Netflix Earnings “Miss” Signals Possible Tech Correction

A “near miss.”

That’s the best way to describe the market this morning after it narrowly avoided a bearish breakout. Stocks opened higher and added to their gains around noon, staving off a deeper decline below the prior day’s low.

Reopening-sensitive and cyclical shares did most of the heavy lifting. Airlines and cruise lines surged.

The only major stock left out of the bullish rebound was Netflix (NASDAQ: NFLX), which suffered a huge earnings “miss” when it reported last evening. The company saw barely any subscriber growth in Q1. Even worse, it expects growth to remain sluggish in Q2.

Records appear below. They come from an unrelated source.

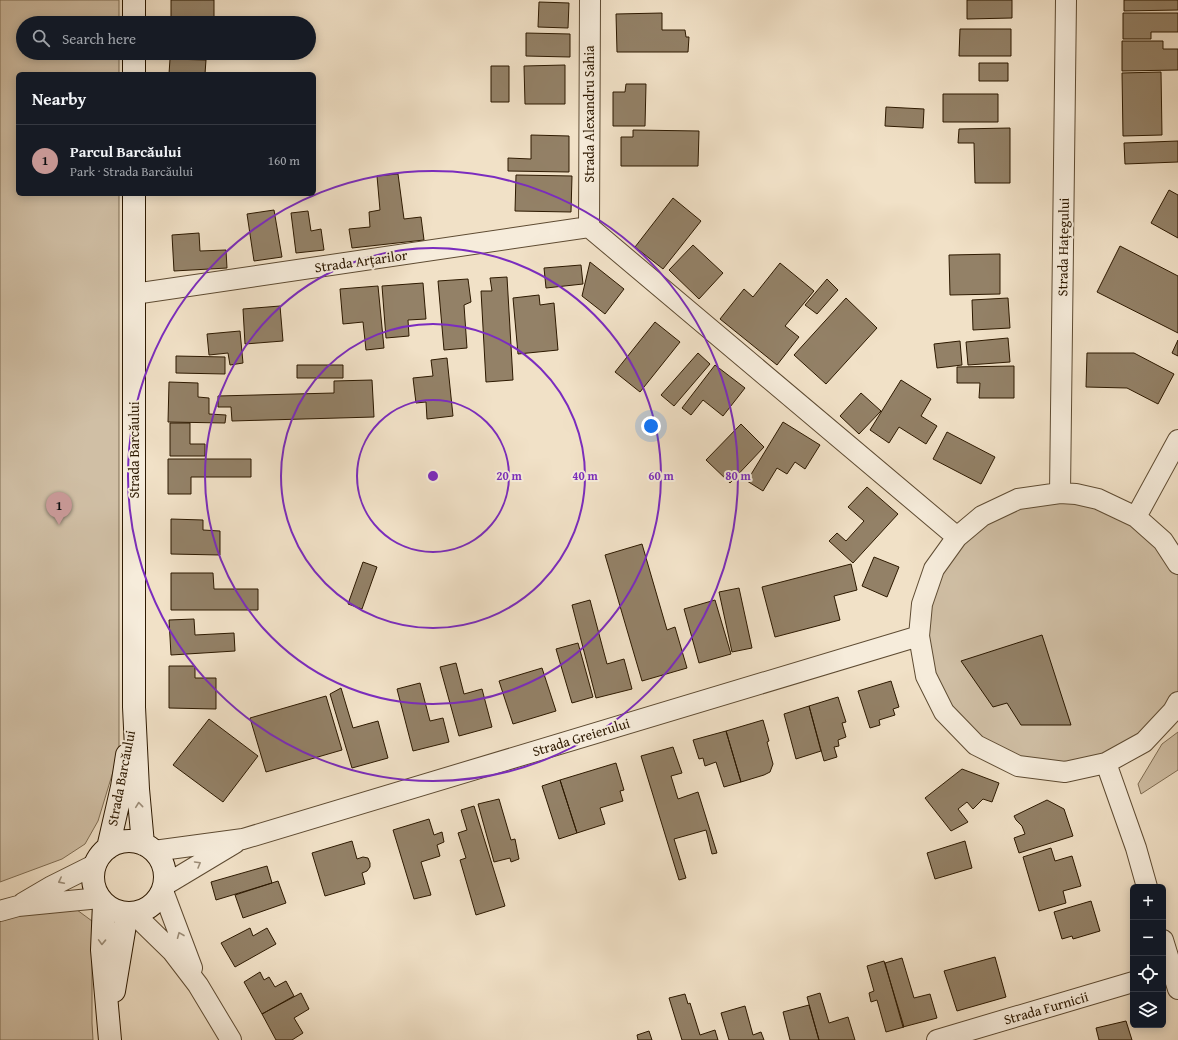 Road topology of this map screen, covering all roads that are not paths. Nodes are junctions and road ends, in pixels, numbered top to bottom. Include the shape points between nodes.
1 (134, 0) edge
2 (590, 0) edge
3 (1066, 0) edge
4 (134, 16) edge
5 (134, 60) edge
6 (134, 72) edge
7 (134, 196) edge
8 (589, 227) junction
9 (134, 294) junction
10 (1178, 440) edge
11 (1060, 493) junction
12 (1136, 517) junction
13 (957, 537) junction
14 (1178, 564) edge
15 (919, 636) junction
16 (1178, 702) edge
17 (134, 707) junction
18 (1106, 763) junction
19 (243, 838) junction
20 (149, 847) junction
21 (102, 856) junction
22 (1146, 884) edge
23 (164, 888) junction
24 (102, 900) junction
25 (9, 908) edge
26 (130, 913) junction
27 (1166, 954) edge
28 (1171, 978) edge
29 (1130, 983) edge
30 (198, 985) junction
31 (110, 1033) edge
32 (231, 1040) edge
33 (937, 1040) edge

1 - 4 street
2 - 8 street, Strada Alexandru Sahia
3 - 11 street, Strada Hațegului
5 - 6 street
7 - 9 street, Strada Barcăului
8 - 9 street, Strada Arțarilor
8 - 13 street
9 - 17 street, Strada Barcăului
10 - 12 street
11 - 12 street via 1098,499
11 - 13 street via 1018,499 982,516
12 - 14 street via 1163,541
13 - 15 street via 934,569 922,604
15 - 18 street via 926,676 944,712 976,745 1018,766 1066,772
15 - 19 street, Strada Greierului
16 - 18 street via 1173,711 1144,742
20 -> 17 street, Strada Barcăului via 138,790
17 - 21 street, Strada Barcăului via 122,787
18 - 22 street
19 - 20 street, Strada Greierului
23 -> 19 street, Strada Greierului
20 - 21 street via 135,841 125,841 116,843
20 - 23 street via 162,860 165,873
21 - 24 street via 93,876
21 -> 25 street
23 - 26 street via 151,906
30 -> 23 street
24 - 25 street
24 - 26 street via 119,912
24 -> 31 street via 102,950
26 - 30 street via 172,951
26 - 31 street
27 - 28 street
29 - 33 street, Strada Furnicii
30 - 32 street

“We believe paid membership growth slowed due to the big Covid-19 pull forward in 2020 and a lighter content slate in the first half of this year, due to Covid-19 production delays,” Netflix said in its shareholder letter.

Does a similar fate await other Big Tech names? Wall Street has long predicted a rotation out of growth (i.e., tech) and into value. If the rest of FAANG endured slow Q1 growth, it may be enough to sink the tech sector altogether.

And, ultimately, the general market.

It’s not out of the question to think that other companies enjoyed a Covid-19 “pull forward” like Netflix did, either. And now that the pulling is over, tech profits could turn out to be far worse than estimated.

Netflix further supported this theory when it published a report on how competitors impacted business.

“We don’t believe competitive intensity materially changed in the quarter or was a material factor in the variance as the over-forecast was across all of our regions,” the company said in its report.

“As we’ve noted previously, the production delays from Covid-19 in 2020 will lead to a 2021 slate that is more heavily second-half weighted with a large number of returning franchises.”

In other words, expect Q2 to also be a bust. Hopefully, for Netflix bulls, the streaming giant can right the ship in Q3 and Q4 like the company says it will.

Value stocks, on the other hand, are smashing earnings out of the park. Some analysts think they’re underselling on guidance, too, meaning there might be even more upside to come.

“It appears the economy is now well on its way to recovery. Still, earnings guidance early in the current reporting season appears to lean more conservative than our economic projections suggest,” explained Scott Wren, Wells Fargo’s senior global market strategist.

Still, others remain skeptical about how much higher the market can truly go.

“This has been a very good earnings season as 90% of the S&P 500 companies delivered robust results, but the problem for stocks is that most of the good news has already been priced in,” said Onada senior market analyst Edward Moya in a note.

Either way you slice it, the market is in a highly precarious spot. A correction will eventually happen. It has to; stocks can’t simply go up forever without some sort of sell-off. It’s a necessary part of any protracted bull run.

The real danger is how far stocks will fall when bears finally come roaring back. The higher stocks go now, the further they’ll drop before finding support. And if the major indexes drop too quickly, the selling could snowball into something more sinister.

Cutting into value and growth stocks alike, regardless of earnings or guidance.